Exercise objective – What is needed is an exact copy of the data below, pictures excluded.
>>>
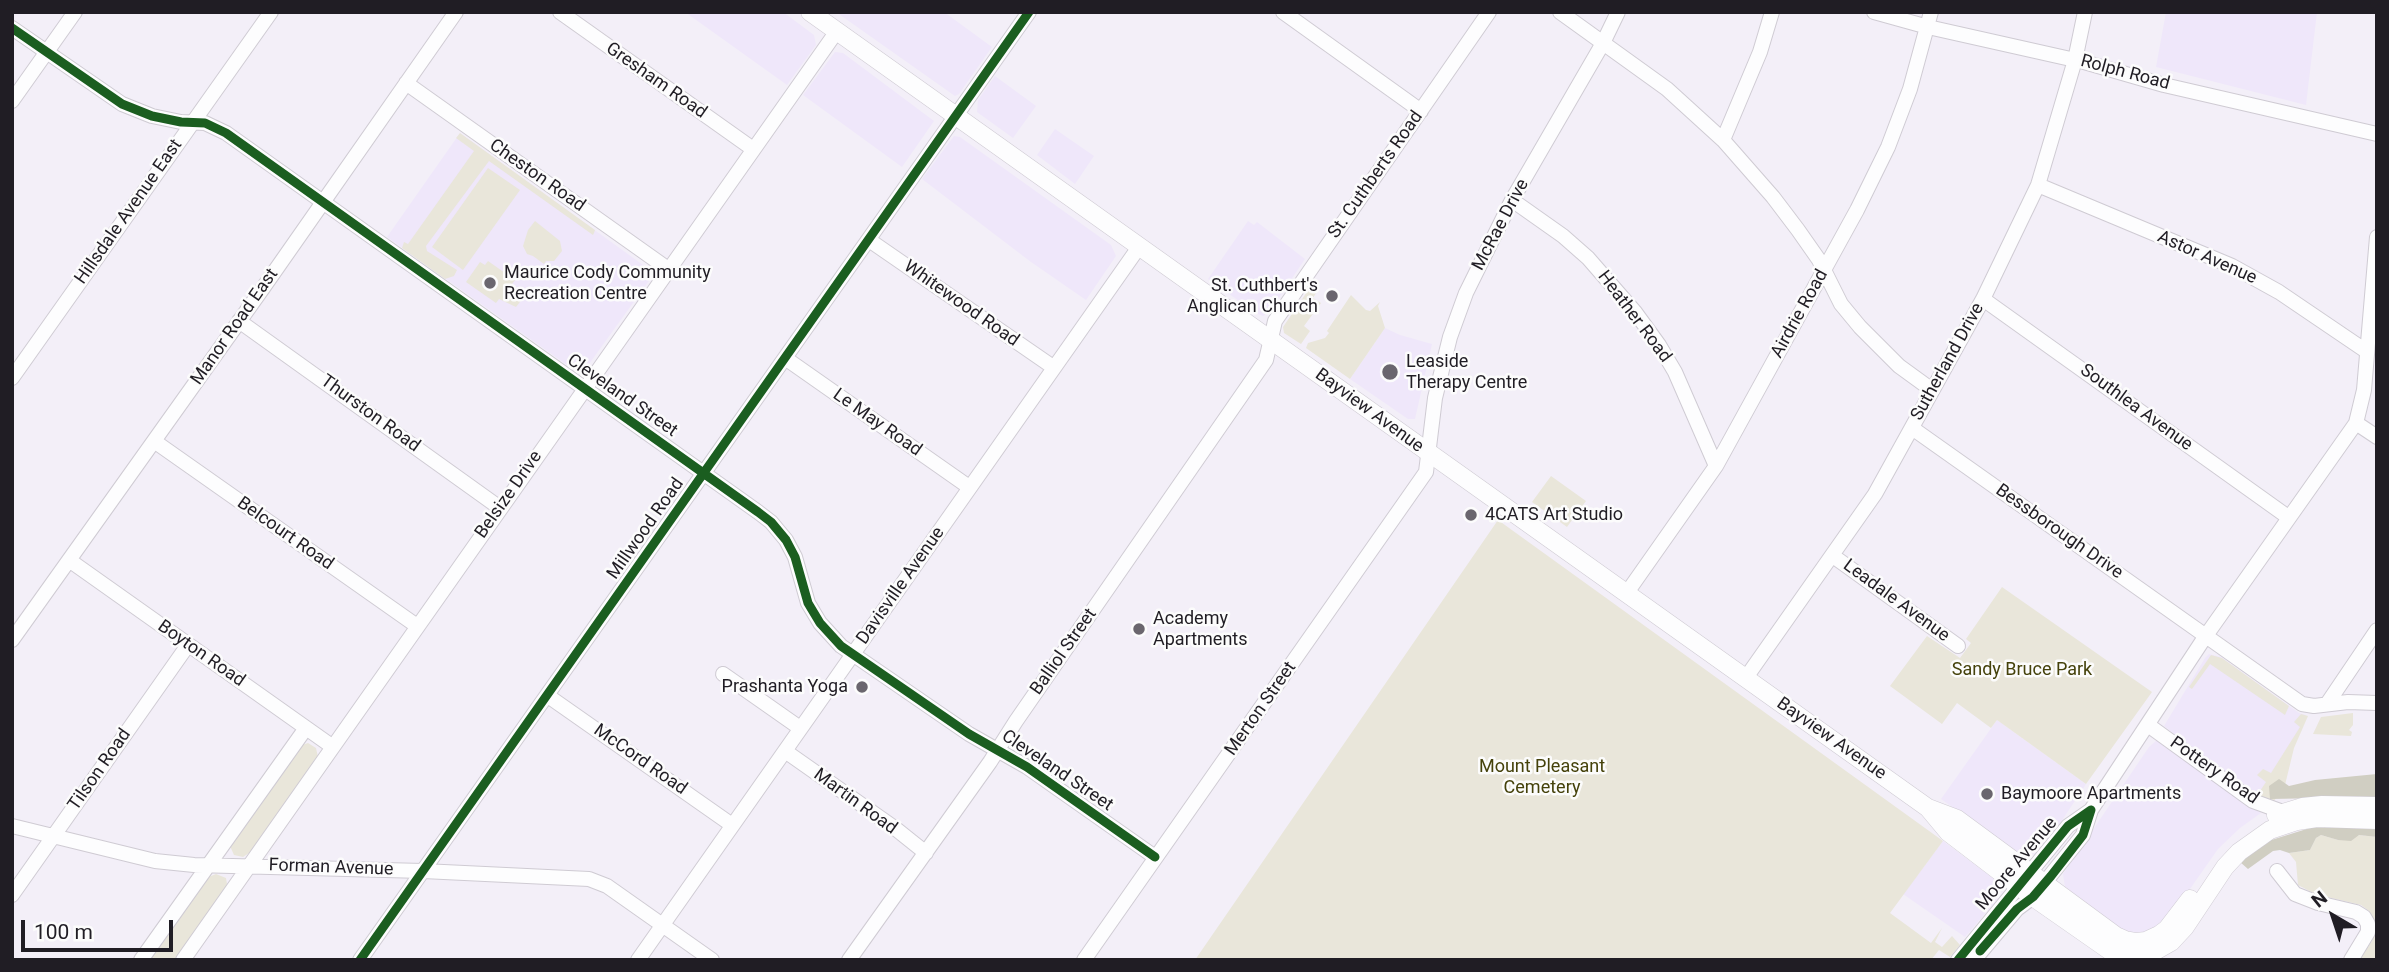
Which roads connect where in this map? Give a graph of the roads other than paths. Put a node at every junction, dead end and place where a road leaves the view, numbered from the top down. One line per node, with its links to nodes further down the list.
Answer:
1 (75, 12): 18 (street)
2 (271, 12): 24 (street, Hillsdale Avenue East)
3 (456, 12): 20 (street, Manor Road East)
4 (559, 12): 27 (street, Gresham Road)
5 (810, 12): 16 (main road, Bayview Avenue)
6 (1029, 12): 23 (street, Millwood Road)
7 (1283, 12): 22 (street)
8 (1489, 12): 22 (street, St. Cuthberts Road)
9 (1560, 12): 17 (street)
10 (1618, 12): 17 (street, McRae Drive)
11 (1772, 12): 26 (street)
12 (1874, 12): 14 (street, Rolph Road)
13 (2085, 12): 19 (street, Sutherland Drive)
14 (1929, 20): 19 (street, Rolph Road); 35 (street, Airdrie Road)
15 (12, 28): 18 (street, Cleveland Street)
16 (837, 31): 23 (main road, Bayview Avenue); 27 (street, Belsize Drive)
17 (1603, 43): 26 (street); 29 (street, McRae Drive)
18 (46, 52): 21 (street); 24 (street, Cleveland Street)
19 (2076, 60): 25 (street, Rolph Road); 28 (street, Sutherland Drive)
20 (406, 83): 30 (street, Manor Road East); 34 (street, Cheston Road)
21 (12, 101)
22 (1421, 111): 38 (street, St. Cuthberts Road)
23 (956, 117): 32 (street, Millwood Road); 33 (main road, Bayview Avenue)
24 (193, 122): 30 (street, Cleveland Street); 42 (street, Hillsdale Avenue East)
25 (2377, 134)
26 (1723, 139): 35 (street)
27 (753, 149): 34 (street, Belsize Drive)
28 (2038, 186): 36 (street, Sutherland Drive); 39 (street, Astor Avenue)
29 (1512, 200): 49 (street, McRae Drive); 50 (street, Heather Road)
30 (322, 202): 37 (street, Manor Road East); 43 (street, Cleveland Street)
31 (2377, 237): 39 (street)
32 (869, 240): 40 (street, Millwood Road); 41 (street, Whitewood Road)
33 (1139, 247): 38 (main road, Bayview Avenue); 41 (street, Davisville Avenue)
34 (668, 269): 43 (street, Belsize Drive)
35 (1824, 271): 44 (street); 50 (street, Airdrie Road)
36 (1983, 299): 44 (street, Sutherland Drive); 54 (street, Southlea Avenue)
37 (239, 321): 48 (street, Manor Road East); 53 (street, Thurston Road)
38 (1271, 341): 49 (main road, Bayview Avenue); 74 (street, Balliol Street)
39 (2366, 351): 45 (street)
40 (785, 358): 51 (street, Millwood Road); 52 (street, Le May Road)
41 (1053, 368): 52 (street, Davisville Avenue)
42 (12, 378)
43 (584, 389): 51 (street, Cleveland Street); 53 (street, Belsize Drive)
44 (1932, 390): 46 (street, Sutherland Drive)
45 (2356, 423): 47 (street); 54 (street, Moore Avenue)
46 (1912, 428): 55 (street, Sutherland Drive); 60 (street, Bessborough Drive)
47 (2377, 437)
48 (154, 441): 56 (street, Manor Road East); 58 (street, Belcourt Road)
49 (1429, 454): 57 (main road, Bayview Avenue); 83 (street, Merton Street)
50 (1716, 466): 57 (street, Airdrie Road)
51 (705, 474): 64 (street, Cleveland Street); 67 (street, Millwood Road)
52 (969, 487): 64 (street, Davisville Avenue)
53 (500, 509): 58 (street, Belsize Drive)
54 (2288, 517): 60 (street, Moore Avenue)
55 (1833, 556): 63 (street, Leadale Avenue); 66 (street, Sutherland Drive)
56 (69, 560): 61 (street, Manor Road East); 62 (street, Boyton Road)
57 (1626, 594): 66 (main road, Bayview Avenue)
58 (417, 626): 73 (street, Belsize Drive)
59 (2377, 630): 69 (street)
60 (2205, 637): 69 (street, Bessborough Drive); 70 (street, Moore Avenue)
61 (12, 640)
62 (188, 645): 71 (street, Boyton Road); 81 (street, Tilson Road)
63 (1958, 646)
64 (853, 655): 72 (street, Davisville Avenue); 74 (street, Cleveland Street)
65 (723, 674): 72 (street)
66 (1745, 679): 88 (main road, Bayview Avenue)
67 (548, 696): 79 (street, McCord Road); 86 (street, Millwood Road)
68 (2377, 703): 69 (street, Bessborough Drive)
69 (2328, 704)
70 (2148, 725): 77 (street, Pottery Road); 88 (street, Moore Avenue)
71 (306, 728): 73 (street, Boyton Road); 84 (street)
72 (800, 728): 75 (street, Davisville Avenue)
73 (333, 747): 85 (street, Belsize Drive)
74 (998, 750): 82 (street, Balliol Street); 83 (street, Cleveland Street)
75 (785, 751): 79 (street, Davisville Avenue); 82 (street, Martin Road)
76 (2377, 806): 77 (main road)
77 (2283, 812): 92 (main road)
78 (2377, 820): 92 (main road)
79 (732, 825): 90 (street, Davisville Avenue)
80 (12, 826): 81 (street, Forman Avenue)
81 (53, 837): 84 (street, Forman Avenue); 89 (street, Tilson Road)
82 (926, 853): 99 (street, Balliol Street)
83 (1155, 857): 100 (street, Merton Street)
84 (209, 865): 85 (street, Forman Avenue); 94 (street)
85 (250, 866): 86 (street, Forman Avenue); 95 (street, Belsize Drive)
86 (422, 871): 90 (street, Forman Avenue); 96 (street, Millwood Road)
87 (2277, 871): 101 (street)
88 (2031, 885): 91 (main road, Bayview Avenue); 93 (street, Moore Avenue)
89 (12, 895)
90 (662, 925): 97 (street, Davisville Avenue); 98 (street, Forman Avenue)
91 (2122, 951): 92 (main road, Bayview Avenue)
92 (2150, 951)
93 (1968, 957)
94 (141, 960)
95 (183, 960)
96 (360, 960)
97 (638, 960)
98 (712, 960)
99 (849, 960)
100 (1084, 960)
101 (2351, 960)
<<<
Answer –
Which roads connect where in this map? Give a graph of the roads other than paths. Put a node at every junction, dead end and place where a road leaves the view, numbered from the top down. One line per node, with its links to nodes further down the list.
Answer:
1 (75, 12): 18 (street)
2 (271, 12): 24 (street, Hillsdale Avenue East)
3 (456, 12): 20 (street, Manor Road East)
4 (559, 12): 27 (street, Gresham Road)
5 (810, 12): 16 (main road, Bayview Avenue)
6 (1029, 12): 23 (street, Millwood Road)
7 (1283, 12): 22 (street)
8 (1489, 12): 22 (street, St. Cuthberts Road)
9 (1560, 12): 17 (street)
10 (1618, 12): 17 (street, McRae Drive)
11 (1772, 12): 26 (street)
12 (1874, 12): 14 (street, Rolph Road)
13 (2085, 12): 19 (street, Sutherland Drive)
14 (1929, 20): 19 (street, Rolph Road); 35 (street, Airdrie Road)
15 (12, 28): 18 (street, Cleveland Street)
16 (837, 31): 23 (main road, Bayview Avenue); 27 (street, Belsize Drive)
17 (1603, 43): 26 (street); 29 (street, McRae Drive)
18 (46, 52): 21 (street); 24 (street, Cleveland Street)
19 (2076, 60): 25 (street, Rolph Road); 28 (street, Sutherland Drive)
20 (406, 83): 30 (street, Manor Road East); 34 (street, Cheston Road)
21 (12, 101)
22 (1421, 111): 38 (street, St. Cuthberts Road)
23 (956, 117): 32 (street, Millwood Road); 33 (main road, Bayview Avenue)
24 (193, 122): 30 (street, Cleveland Street); 42 (street, Hillsdale Avenue East)
25 (2377, 134)
26 (1723, 139): 35 (street)
27 (753, 149): 34 (street, Belsize Drive)
28 (2038, 186): 36 (street, Sutherland Drive); 39 (street, Astor Avenue)
29 (1512, 200): 49 (street, McRae Drive); 50 (street, Heather Road)
30 (322, 202): 37 (street, Manor Road East); 43 (street, Cleveland Street)
31 (2377, 237): 39 (street)
32 (869, 240): 40 (street, Millwood Road); 41 (street, Whitewood Road)
33 (1139, 247): 38 (main road, Bayview Avenue); 41 (street, Davisville Avenue)
34 (668, 269): 43 (street, Belsize Drive)
35 (1824, 271): 44 (street); 50 (street, Airdrie Road)
36 (1983, 299): 44 (street, Sutherland Drive); 54 (street, Southlea Avenue)
37 (239, 321): 48 (street, Manor Road East); 53 (street, Thurston Road)
38 (1271, 341): 49 (main road, Bayview Avenue); 74 (street, Balliol Street)
39 (2366, 351): 45 (street)
40 (785, 358): 51 (street, Millwood Road); 52 (street, Le May Road)
41 (1053, 368): 52 (street, Davisville Avenue)
42 (12, 378)
43 (584, 389): 51 (street, Cleveland Street); 53 (street, Belsize Drive)
44 (1932, 390): 46 (street, Sutherland Drive)
45 (2356, 423): 47 (street); 54 (street, Moore Avenue)
46 (1912, 428): 55 (street, Sutherland Drive); 60 (street, Bessborough Drive)
47 (2377, 437)
48 (154, 441): 56 (street, Manor Road East); 58 (street, Belcourt Road)
49 (1429, 454): 57 (main road, Bayview Avenue); 83 (street, Merton Street)
50 (1716, 466): 57 (street, Airdrie Road)
51 (705, 474): 64 (street, Cleveland Street); 67 (street, Millwood Road)
52 (969, 487): 64 (street, Davisville Avenue)
53 (500, 509): 58 (street, Belsize Drive)
54 (2288, 517): 60 (street, Moore Avenue)
55 (1833, 556): 63 (street, Leadale Avenue); 66 (street, Sutherland Drive)
56 (69, 560): 61 (street, Manor Road East); 62 (street, Boyton Road)
57 (1626, 594): 66 (main road, Bayview Avenue)
58 (417, 626): 73 (street, Belsize Drive)
59 (2377, 630): 69 (street)
60 (2205, 637): 69 (street, Bessborough Drive); 70 (street, Moore Avenue)
61 (12, 640)
62 (188, 645): 71 (street, Boyton Road); 81 (street, Tilson Road)
63 (1958, 646)
64 (853, 655): 72 (street, Davisville Avenue); 74 (street, Cleveland Street)
65 (723, 674): 72 (street)
66 (1745, 679): 88 (main road, Bayview Avenue)
67 (548, 696): 79 (street, McCord Road); 86 (street, Millwood Road)
68 (2377, 703): 69 (street, Bessborough Drive)
69 (2328, 704)
70 (2148, 725): 77 (street, Pottery Road); 88 (street, Moore Avenue)
71 (306, 728): 73 (street, Boyton Road); 84 (street)
72 (800, 728): 75 (street, Davisville Avenue)
73 (333, 747): 85 (street, Belsize Drive)
74 (998, 750): 82 (street, Balliol Street); 83 (street, Cleveland Street)
75 (785, 751): 79 (street, Davisville Avenue); 82 (street, Martin Road)
76 (2377, 806): 77 (main road)
77 (2283, 812): 92 (main road)
78 (2377, 820): 92 (main road)
79 (732, 825): 90 (street, Davisville Avenue)
80 (12, 826): 81 (street, Forman Avenue)
81 (53, 837): 84 (street, Forman Avenue); 89 (street, Tilson Road)
82 (926, 853): 99 (street, Balliol Street)
83 (1155, 857): 100 (street, Merton Street)
84 (209, 865): 85 (street, Forman Avenue); 94 (street)
85 (250, 866): 86 (street, Forman Avenue); 95 (street, Belsize Drive)
86 (422, 871): 90 (street, Forman Avenue); 96 (street, Millwood Road)
87 (2277, 871): 101 (street)
88 (2031, 885): 91 (main road, Bayview Avenue); 93 (street, Moore Avenue)
89 (12, 895)
90 (662, 925): 97 (street, Davisville Avenue); 98 (street, Forman Avenue)
91 (2122, 951): 92 (main road, Bayview Avenue)
92 (2150, 951)
93 (1968, 957)
94 (141, 960)
95 (183, 960)
96 (360, 960)
97 (638, 960)
98 (712, 960)
99 (849, 960)
100 (1084, 960)
101 (2351, 960)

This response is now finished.